Payer contracts and fee schedules decide the amount of money physicians are paid. However, healthcare reimbursement functions more or less similarly, regardless of who pays for it. Every service or process has its payment rate, which is determined by the work needed to do that job. The rate also considers practice and malpractice expenses. In this example of a fee-for-service model, physicians get more money when they do more services. Doctors can bargain about their healthcare reimbursement rates under commercial contracts; nevertheless, they are bound by geographically adjusted payments from Medicare.

STEP 3. SUBMIT THE CLAIM ELECTRONICALLY

Providers can send their claims to payers directly or through an electronic clearinghouse. Usually, if there are mistakes in a claim, it gets rejected by the clearinghouse so providers can correct them and then send a ‘clean claim’ to the payer. These clearinghouses also transform claims into a standard format compatible with the payer’s software for healthcare reimbursement.

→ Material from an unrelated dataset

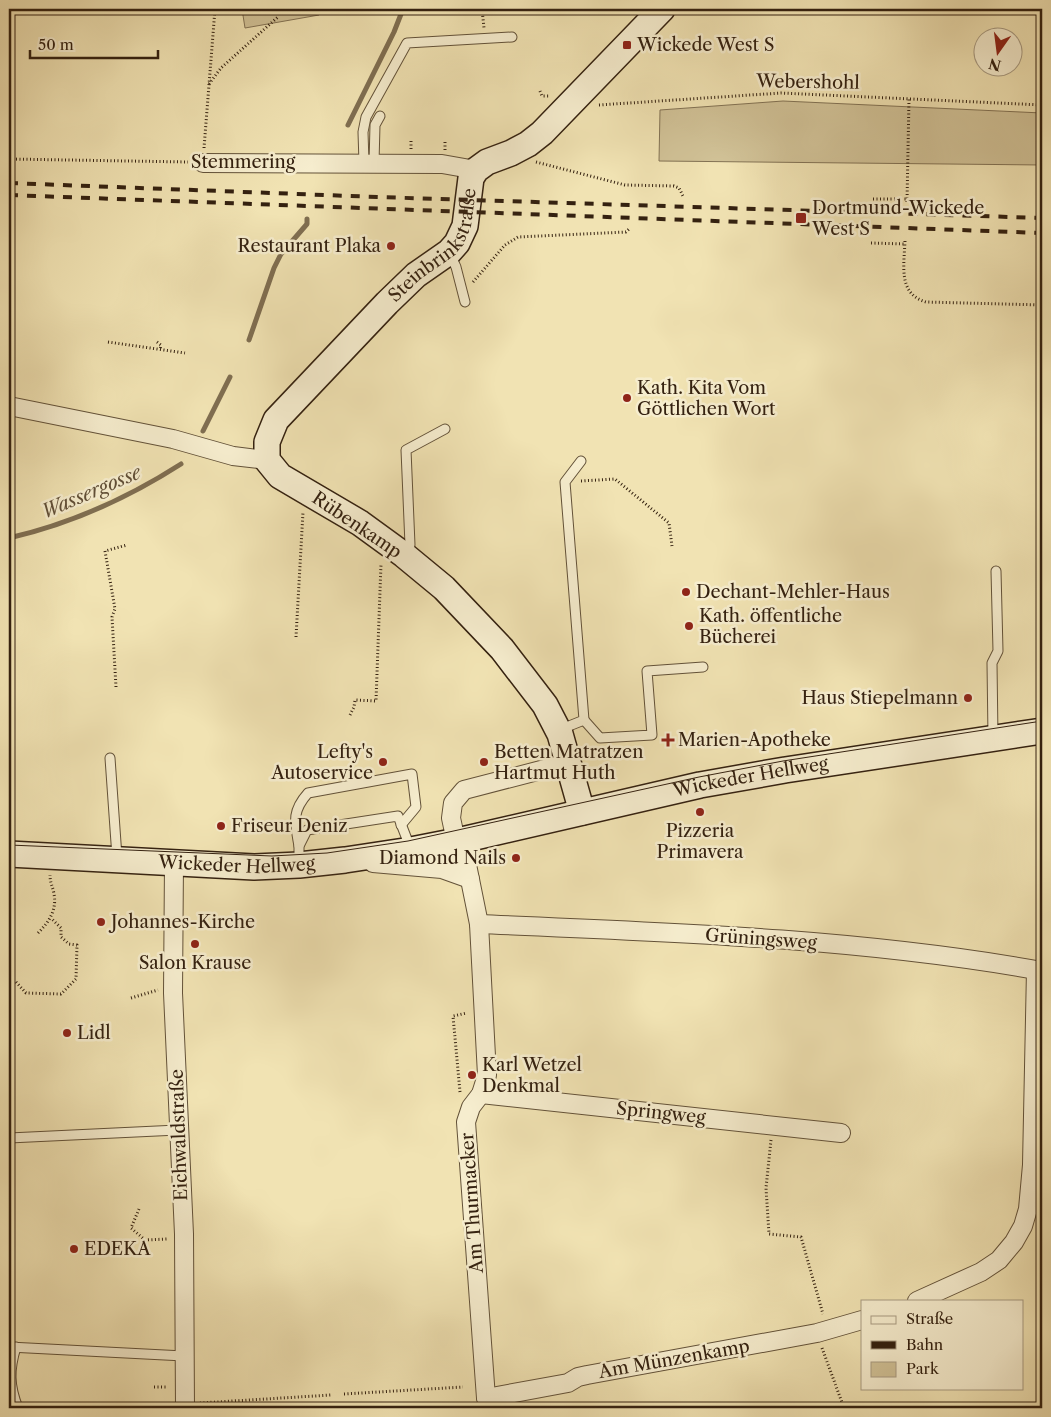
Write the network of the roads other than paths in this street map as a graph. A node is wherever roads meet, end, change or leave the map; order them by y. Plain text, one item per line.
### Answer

STEP 4. INTERPRET THE PAYER’S RESPONSE

The payer reviews the claim after it passes through the clearinghouse. The payer approves the allowable amount or rejects all or part of the claim. Common rejection causes include:

  • Lack of medical necessity.
  • Timeframe conflicts with related procedures.
  • Non-coverage by the plan.
  • Insufficient or incorrect documentation.

Providers must review remittance codes to address errors, resubmit claims, or bill patients directly.

STEP 5. PREPARE FOR POST-PAYMENT AUDITS

Even if providers try to find and stop errors before payment, they must deal with post-payment audits. These are when payers ask for documents to ensure their claims were paid correctly. If the documentation doesn’t match what was billed, providers might have to return the money they got from healthcare reimbursement.

Conclusion

Health care reimbursement is a complex, multi-step affair, leading to providers being reimbursed for their services. There is no place left for errors and inefficiency, from patient visit documentation to assigning precise medical codes, electronic claims submission, payer response interpretation, and audit readiness. Understanding this process will help providers surmount challenges such as claim rejections, payment delays, and so on and improve their revenue cycle. With health information technology and proactive quality-based models, further reimbursement outcomes could be enhanced on behalf of the providers and the patients of today’s evolving world of health care.